Фиксация в сознании смены имплицитных культурных стереотипов, определяющих нас в нашем восприятии и деятельности. То, что после запятой, можно опустить — это и так понятно, ну ее, тавтологию.
В основной части значит каждое слово. Не более чем «стереотипов», например. А что не стереотип? Да все стереотип. Имплицитных, потому что мы каждый раз не вынимаем их заново, они как бы по умолчанию работают. И речь идет именно о фиксации во внутреннем или внешнем разговоре. Вот там, где есть фиксация — оно самое.
Это несколько такое буддистское понимание, что-то подобное, кажется, Пятигорский говорил Щедровицкому. То есть в этой парадигме мыслит вообще не индивид — это совершается на психофизиологии индивида.
Давайте такую метафору. Сознание — комната, окно которой выходят на улицу — культуру. И оттуда дует. И что-то улетает, что-то прилетает. Наши «представления» — не более и не менее, чем ценный мусор, который навеяло с улицы. Что значит ценный? Целесообразный, так скажем. Фундирующий в успешности наших практик.

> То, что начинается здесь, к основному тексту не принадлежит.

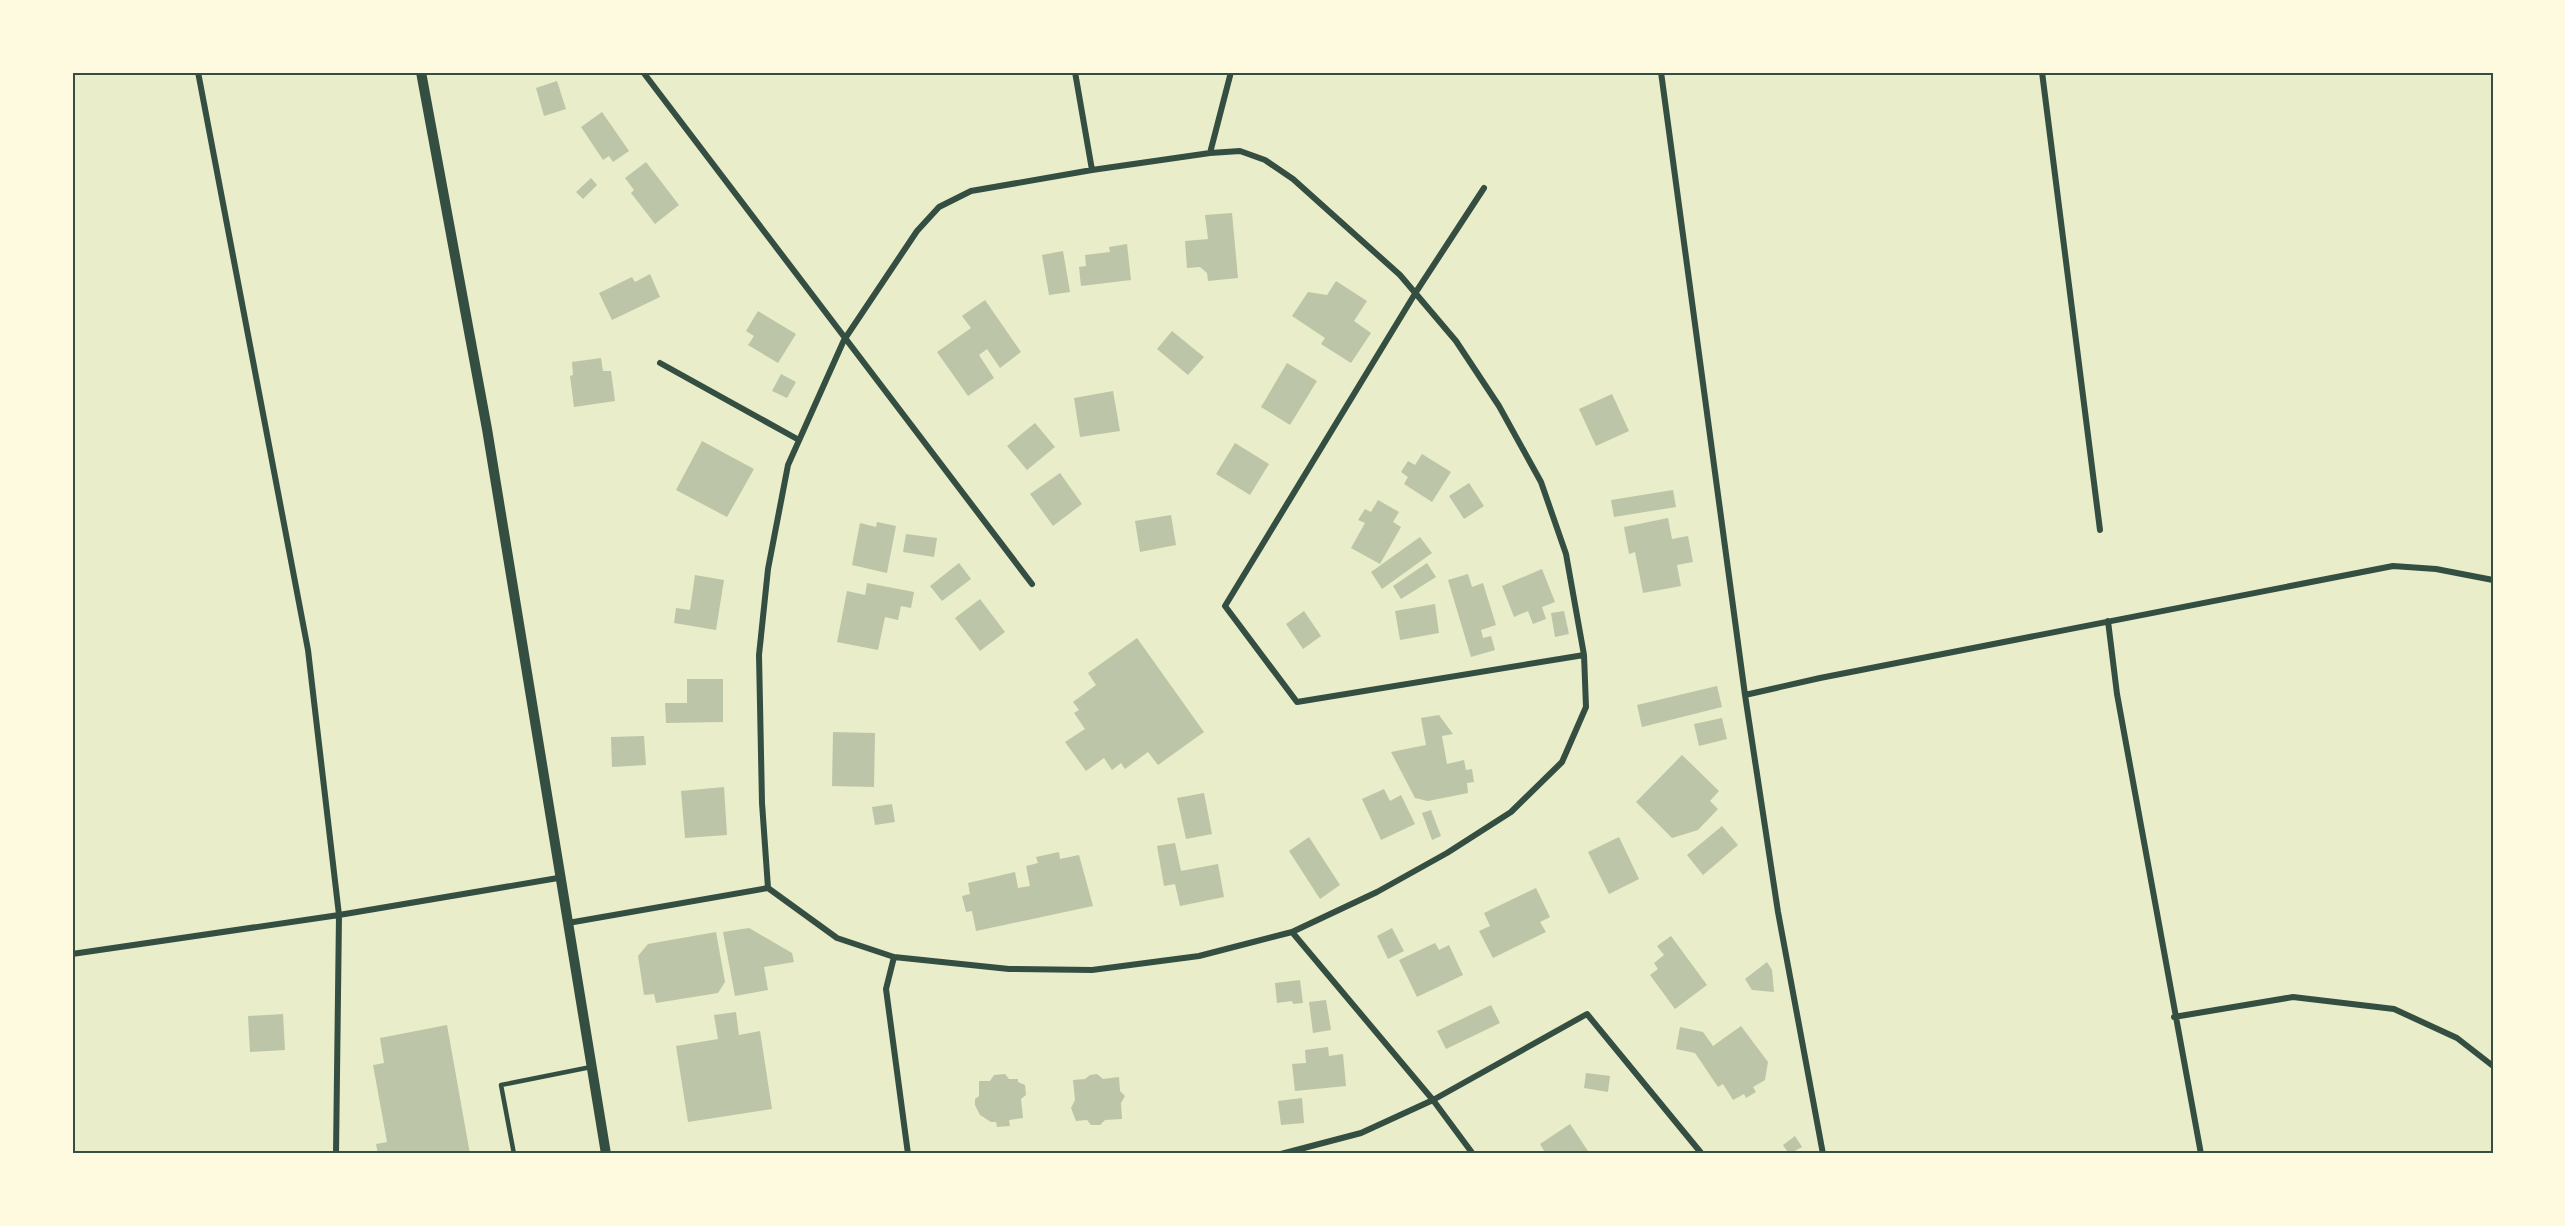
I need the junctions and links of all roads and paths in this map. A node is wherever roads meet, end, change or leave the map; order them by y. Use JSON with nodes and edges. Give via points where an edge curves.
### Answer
{"nodes":[{"id":1,"x":198,"y":72,"type":"edge"},
{"id":2,"x":421,"y":72,"type":"edge"},
{"id":3,"x":643,"y":72,"type":"edge"},
{"id":4,"x":1075,"y":72,"type":"edge"},
{"id":5,"x":1231,"y":72,"type":"edge"},
{"id":6,"x":1661,"y":72,"type":"edge"},
{"id":7,"x":2042,"y":72,"type":"edge"},
{"id":8,"x":1210,"y":153,"type":"junction"},
{"id":9,"x":1092,"y":170,"type":"junction"},
{"id":10,"x":1485,"y":188,"type":"dead end"},
{"id":11,"x":1416,"y":292,"type":"junction"},
{"id":12,"x":844,"y":340,"type":"junction"},
{"id":13,"x":660,"y":363,"type":"dead end"},
{"id":14,"x":799,"y":440,"type":"junction"},
{"id":15,"x":2100,"y":530,"type":"dead end"},
{"id":16,"x":2493,"y":580,"type":"edge"},
{"id":17,"x":1032,"y":584,"type":"dead end"},
{"id":18,"x":2108,"y":621,"type":"junction"},
{"id":19,"x":1584,"y":655,"type":"junction"},
{"id":20,"x":1745,"y":695,"type":"junction"},
{"id":21,"x":558,"y":878,"type":"junction"},
{"id":22,"x":768,"y":888,"type":"junction"},
{"id":23,"x":339,"y":915,"type":"junction"},
{"id":24,"x":568,"y":923,"type":"junction"},
{"id":25,"x":1292,"y":932,"type":"junction"},
{"id":26,"x":72,"y":954,"type":"edge"},
{"id":27,"x":894,"y":957,"type":"junction"},
{"id":28,"x":2174,"y":1017,"type":"junction"},
{"id":29,"x":2493,"y":1066,"type":"edge"},
{"id":30,"x":591,"y":1067,"type":"junction"},
{"id":31,"x":1433,"y":1100,"type":"junction"},
{"id":32,"x":336,"y":1154,"type":"edge"},
{"id":33,"x":514,"y":1154,"type":"edge"},
{"id":34,"x":606,"y":1154,"type":"edge"},
{"id":35,"x":908,"y":1154,"type":"edge"},
{"id":36,"x":1281,"y":1154,"type":"edge"},
{"id":37,"x":1473,"y":1154,"type":"edge"},
{"id":38,"x":1702,"y":1154,"type":"edge"},
{"id":39,"x":1823,"y":1154,"type":"edge"},
{"id":40,"x":2201,"y":1154,"type":"edge"}],
"edges":[{"from":1,"to":23,"type":"street","via":[[308,650]]},
{"from":2,"to":21,"type":"street","via":[[487,429]]},
{"from":3,"to":12,"type":"street"},
{"from":4,"to":9,"type":"street"},
{"from":5,"to":8,"type":"street"},
{"from":6,"to":20,"type":"street"},
{"from":7,"to":15,"type":"street"},
{"from":8,"to":9,"type":"street"},
{"from":8,"to":11,"type":"street","via":[[1240,151],[1284,172]]},
{"from":9,"to":12,"type":"street","via":[[971,191],[939,207],[917,231]]},
{"from":10,"to":11,"type":"street"},
{"from":11,"to":19,"type":"street","via":[[1456,341],[1499,406],[1541,482],[1566,554]]},
{"from":11,"to":19,"type":"street","via":[[1225,606],[1297,702]]},
{"from":12,"to":14,"type":"street"},
{"from":12,"to":17,"type":"street"},
{"from":13,"to":14,"type":"street"},
{"from":14,"to":22,"type":"street","via":[[788,465],[768,569],[759,655]]},
{"from":16,"to":18,"type":"street","via":[[2393,566]]},
{"from":18,"to":20,"type":"street"},
{"from":18,"to":28,"type":"street","via":[[2117,694]]},
{"from":19,"to":25,"type":"street","via":[[1586,706],[1562,762],[1510,812],[1447,854]]},
{"from":20,"to":39,"type":"street","via":[[1778,912]]},
{"from":21,"to":23,"type":"street"},
{"from":21,"to":24,"type":"street"},
{"from":22,"to":24,"type":"street"},
{"from":22,"to":27,"type":"street","via":[[837,938]]},
{"from":23,"to":26,"type":"street"},
{"from":23,"to":32,"type":"street"},
{"from":24,"to":30,"type":"street"},
{"from":25,"to":27,"type":"street","via":[[1199,956],[1092,970],[1009,969]]},
{"from":25,"to":31,"type":"street"},
{"from":27,"to":35,"type":"street","via":[[886,989]]},
{"from":28,"to":29,"type":"street","via":[[2294,997],[2394,1009],[2457,1038]]},
{"from":28,"to":40,"type":"street"},
{"from":30,"to":33,"type":"lane","via":[[501,1085]]},
{"from":30,"to":34,"type":"street"},
{"from":31,"to":36,"type":"street","via":[[1361,1132]]},
{"from":31,"to":37,"type":"street"},
{"from":31,"to":38,"type":"street","via":[[1587,1014]]}]}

От чего зависит «качество» «мусора»? Во-первых, оттого, куда выходят окна. На какое пересечение информационных потоков. В этом смысле аспирант столичной кафедры философии имеет ощутимые преимущества перед свинопасом. У него такая улица, что с нее лучше веет. Во-вторых, насколько открыты окна — можно означить это как личную склонность, любопытство.

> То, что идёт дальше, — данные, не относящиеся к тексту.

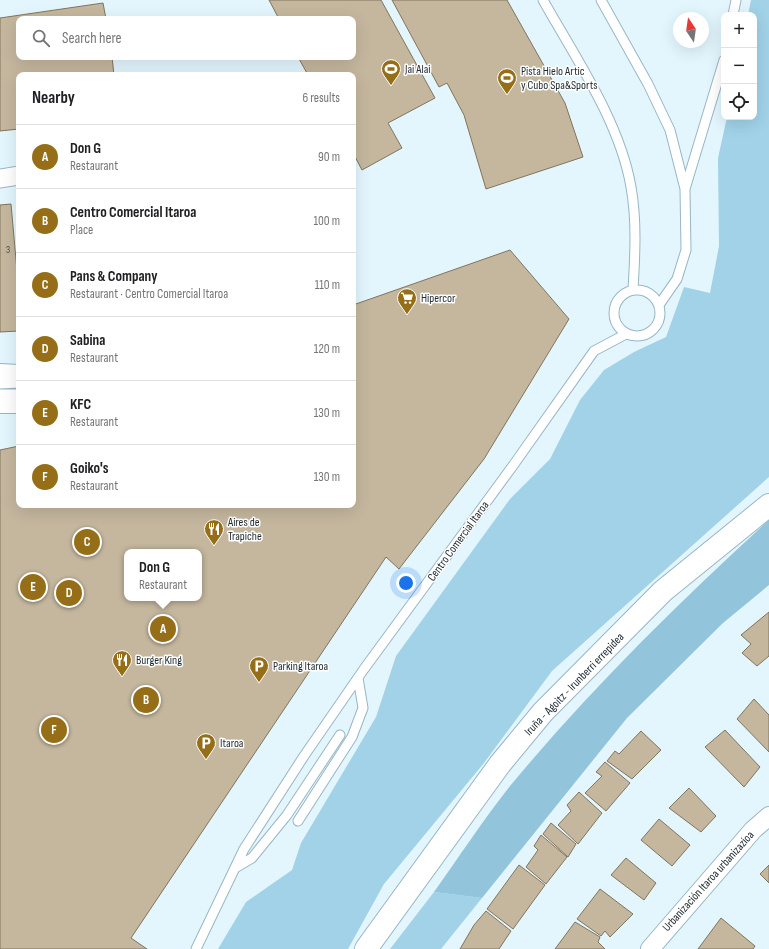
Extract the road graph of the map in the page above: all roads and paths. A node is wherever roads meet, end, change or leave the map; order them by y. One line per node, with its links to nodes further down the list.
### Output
1 (543, 0): 11 (lane)
2 (600, 0): 10 (lane)
3 (736, 0): 4 (lane)
4 (734, 12)
5 (721, 70): 10 (lane)
6 (16, 171): 7 (lane)
7 (0, 174)
8 (16, 180): 9 (lane)
9 (0, 183)
10 (684, 189): 12 (lane)
11 (634, 290): 12 (lane); 13 (lane)
12 (659, 305): 13 (lane)
13 (626, 334): 23 (lane, Centro Comercial Itaroa)
14 (0, 373): 15 (street)
15 (16, 374)
16 (0, 384): 17 (lane)
17 (16, 384)
18 (0, 394): 19 (lane)
19 (16, 394)
20 (0, 404): 21 (street)
21 (16, 404)
22 (769, 505): 29 (main road, Iruña - Agoitz - Irunberri errepidea)
23 (358, 678): 26 (lane); 27 (lane, Centro Comercial Itaroa)
24 (340, 735): 27 (lane)
25 (769, 816): 30 (street, Urbanización Itaroa urbanizazioa)
26 (298, 821)
27 (235, 868): 28 (lane, Centro Comercial Itaroa)
28 (196, 949)
29 (366, 949)
30 (650, 949)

А мышление как бы демон, который сидит на подоконнике. И регистрирует, что вылетело и что залетело. Работа мышления — это работа вот этого демона записи, не более. Он не решает, чему залететь, чему улететь. Это как-то по-другому зависит. Но он страшно нужен, а почему?

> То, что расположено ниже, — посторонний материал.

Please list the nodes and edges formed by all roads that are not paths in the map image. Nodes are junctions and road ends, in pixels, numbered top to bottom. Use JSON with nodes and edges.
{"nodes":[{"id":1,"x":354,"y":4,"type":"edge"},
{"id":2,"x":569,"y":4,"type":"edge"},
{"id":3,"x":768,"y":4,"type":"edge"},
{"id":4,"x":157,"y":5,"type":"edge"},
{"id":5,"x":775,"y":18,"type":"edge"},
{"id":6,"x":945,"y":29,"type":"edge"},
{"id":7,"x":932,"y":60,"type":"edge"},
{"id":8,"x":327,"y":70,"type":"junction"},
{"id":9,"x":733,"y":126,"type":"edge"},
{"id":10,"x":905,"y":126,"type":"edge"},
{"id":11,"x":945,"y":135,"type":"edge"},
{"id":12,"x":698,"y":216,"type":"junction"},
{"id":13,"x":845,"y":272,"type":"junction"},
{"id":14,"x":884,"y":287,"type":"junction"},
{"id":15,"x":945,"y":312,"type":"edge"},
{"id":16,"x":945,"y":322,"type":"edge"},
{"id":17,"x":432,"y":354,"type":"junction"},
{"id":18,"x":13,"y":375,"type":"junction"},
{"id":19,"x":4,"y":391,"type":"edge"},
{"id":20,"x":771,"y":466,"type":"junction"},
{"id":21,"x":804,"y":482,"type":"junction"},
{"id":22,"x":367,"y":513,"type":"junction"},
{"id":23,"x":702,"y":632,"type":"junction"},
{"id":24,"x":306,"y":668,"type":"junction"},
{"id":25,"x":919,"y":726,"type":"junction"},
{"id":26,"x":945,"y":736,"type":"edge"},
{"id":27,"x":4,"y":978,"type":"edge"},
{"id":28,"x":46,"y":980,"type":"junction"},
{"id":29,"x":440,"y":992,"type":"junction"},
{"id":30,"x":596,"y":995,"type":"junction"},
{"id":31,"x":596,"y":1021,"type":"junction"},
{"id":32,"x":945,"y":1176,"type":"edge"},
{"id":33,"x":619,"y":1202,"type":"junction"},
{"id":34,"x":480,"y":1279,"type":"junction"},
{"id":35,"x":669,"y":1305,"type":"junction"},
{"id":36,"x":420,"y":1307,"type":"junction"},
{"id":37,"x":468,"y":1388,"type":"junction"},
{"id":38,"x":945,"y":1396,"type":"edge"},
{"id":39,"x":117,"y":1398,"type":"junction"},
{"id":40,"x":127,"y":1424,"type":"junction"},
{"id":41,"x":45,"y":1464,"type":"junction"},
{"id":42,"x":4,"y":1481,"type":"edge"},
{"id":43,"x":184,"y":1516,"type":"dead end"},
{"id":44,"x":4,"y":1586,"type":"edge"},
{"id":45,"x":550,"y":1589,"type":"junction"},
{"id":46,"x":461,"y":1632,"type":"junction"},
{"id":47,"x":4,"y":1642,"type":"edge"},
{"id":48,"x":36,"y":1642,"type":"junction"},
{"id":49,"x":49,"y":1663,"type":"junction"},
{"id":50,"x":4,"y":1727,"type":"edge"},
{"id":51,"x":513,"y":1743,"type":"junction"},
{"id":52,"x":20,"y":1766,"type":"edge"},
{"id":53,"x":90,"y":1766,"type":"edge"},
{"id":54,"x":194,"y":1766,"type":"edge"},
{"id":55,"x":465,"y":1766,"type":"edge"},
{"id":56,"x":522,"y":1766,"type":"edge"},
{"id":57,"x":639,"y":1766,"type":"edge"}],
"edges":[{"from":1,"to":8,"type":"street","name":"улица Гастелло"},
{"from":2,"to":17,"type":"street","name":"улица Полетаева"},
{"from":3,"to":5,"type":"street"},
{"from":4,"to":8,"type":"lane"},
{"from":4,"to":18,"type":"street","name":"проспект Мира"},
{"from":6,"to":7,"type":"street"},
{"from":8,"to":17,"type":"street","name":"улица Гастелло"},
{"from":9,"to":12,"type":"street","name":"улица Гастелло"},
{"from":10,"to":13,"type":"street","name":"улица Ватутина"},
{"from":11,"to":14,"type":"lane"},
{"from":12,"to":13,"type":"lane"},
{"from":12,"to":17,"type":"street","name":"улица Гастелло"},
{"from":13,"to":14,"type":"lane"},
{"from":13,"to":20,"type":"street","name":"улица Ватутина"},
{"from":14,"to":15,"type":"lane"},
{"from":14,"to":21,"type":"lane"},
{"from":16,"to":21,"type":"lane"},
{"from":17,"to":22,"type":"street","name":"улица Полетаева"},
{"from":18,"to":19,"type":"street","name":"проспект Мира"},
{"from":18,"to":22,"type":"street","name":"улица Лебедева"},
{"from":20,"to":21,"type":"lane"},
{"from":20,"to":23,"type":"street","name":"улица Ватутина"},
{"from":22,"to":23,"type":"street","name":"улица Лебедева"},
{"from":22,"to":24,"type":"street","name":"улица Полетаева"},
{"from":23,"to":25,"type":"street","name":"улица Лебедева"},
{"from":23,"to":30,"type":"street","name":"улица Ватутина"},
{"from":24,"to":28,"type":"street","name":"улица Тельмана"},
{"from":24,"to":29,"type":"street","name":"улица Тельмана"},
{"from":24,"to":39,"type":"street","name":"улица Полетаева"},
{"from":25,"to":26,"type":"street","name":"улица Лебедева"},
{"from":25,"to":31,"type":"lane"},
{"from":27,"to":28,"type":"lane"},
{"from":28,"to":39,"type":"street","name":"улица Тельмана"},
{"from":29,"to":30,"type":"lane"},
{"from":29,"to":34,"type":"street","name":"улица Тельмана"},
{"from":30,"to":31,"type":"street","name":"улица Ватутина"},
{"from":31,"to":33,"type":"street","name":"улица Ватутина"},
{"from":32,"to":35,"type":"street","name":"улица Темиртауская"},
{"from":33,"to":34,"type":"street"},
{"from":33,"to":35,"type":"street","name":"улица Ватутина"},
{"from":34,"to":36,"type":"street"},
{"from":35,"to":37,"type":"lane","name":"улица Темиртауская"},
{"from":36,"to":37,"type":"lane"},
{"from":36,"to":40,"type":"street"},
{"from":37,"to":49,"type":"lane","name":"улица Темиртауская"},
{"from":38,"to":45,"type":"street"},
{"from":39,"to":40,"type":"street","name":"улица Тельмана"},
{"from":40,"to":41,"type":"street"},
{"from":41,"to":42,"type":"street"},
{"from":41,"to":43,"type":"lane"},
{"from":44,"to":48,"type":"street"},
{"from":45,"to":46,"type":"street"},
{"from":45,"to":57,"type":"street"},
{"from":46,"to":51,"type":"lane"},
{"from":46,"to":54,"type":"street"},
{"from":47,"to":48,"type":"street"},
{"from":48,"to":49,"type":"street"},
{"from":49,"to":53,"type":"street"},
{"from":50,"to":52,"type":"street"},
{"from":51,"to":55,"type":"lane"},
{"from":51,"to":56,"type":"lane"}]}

В этой картине есть полагание своего рода «дарвиновского отбора» концептов. Что вот это вдувание-задувание антиэнтропийно. Что худшее постепенно меняется на лучшее. Если люди с годами живут, а не просто так, они обычно умнеют. Именно поэтому. А во-вторых, есть некая необратимость, или почти необратимость: умный не может стать дураком, он может только сойти с ума, это другое. И вот здесь важен демон на подоконнике — именно его регистрация придает обмену характер, близкий к необратимости.
Чем «заучил» отлично от «понял»? Понял это значит понял, что именно ты отбросил, что именно взял, пережил на себе смену представления. И значит вот этот акт присвоения нового реален — ты не можешь, или почти не можешь забыть. Ну, например, историю в средней школе я понимал, а химию учил. Поэтому экзамен по истории сейчас сдам, а по химии нет.
Теперь к научному и прочему разному другому мышлению. Если под картиной мира понимать не карту дополнительных территорий, а призму, сквозь которую ты видишь то, что видят и остальные, но так, что ты можешь быть в этом определен по восприятию и деятельности. Очки такие… черные ли, зеленые ли, с диоптриями, но без них никуда. Без них непонятно, например, за кого я в данной ситуации.
Я бы вообще этот смысл определил как некий дополнительный элемент описания системы, не имманентный самой системы. Но необходимый для действия в ней. Именно это импортируют из заграничной (трансцендентальной) области религия и философия.
И нет человека, который бы, так или иначе не пользовался плодами этого импорта. Другое дело, что он не сознает эту вещь как импортную, не знает, кто импортер и даже вообще не вычленяет это как не само собой разумеющееся. Но вообще-то «обыденные представления» — это некие руины религий и философий… Те замок построили, а потом он развалился, там козы ходят, а между камней туземцы живут. Но камни оттуда.
Наука иногда просто замолкает, если ей предложить занести именно вот это, играющую эту роль.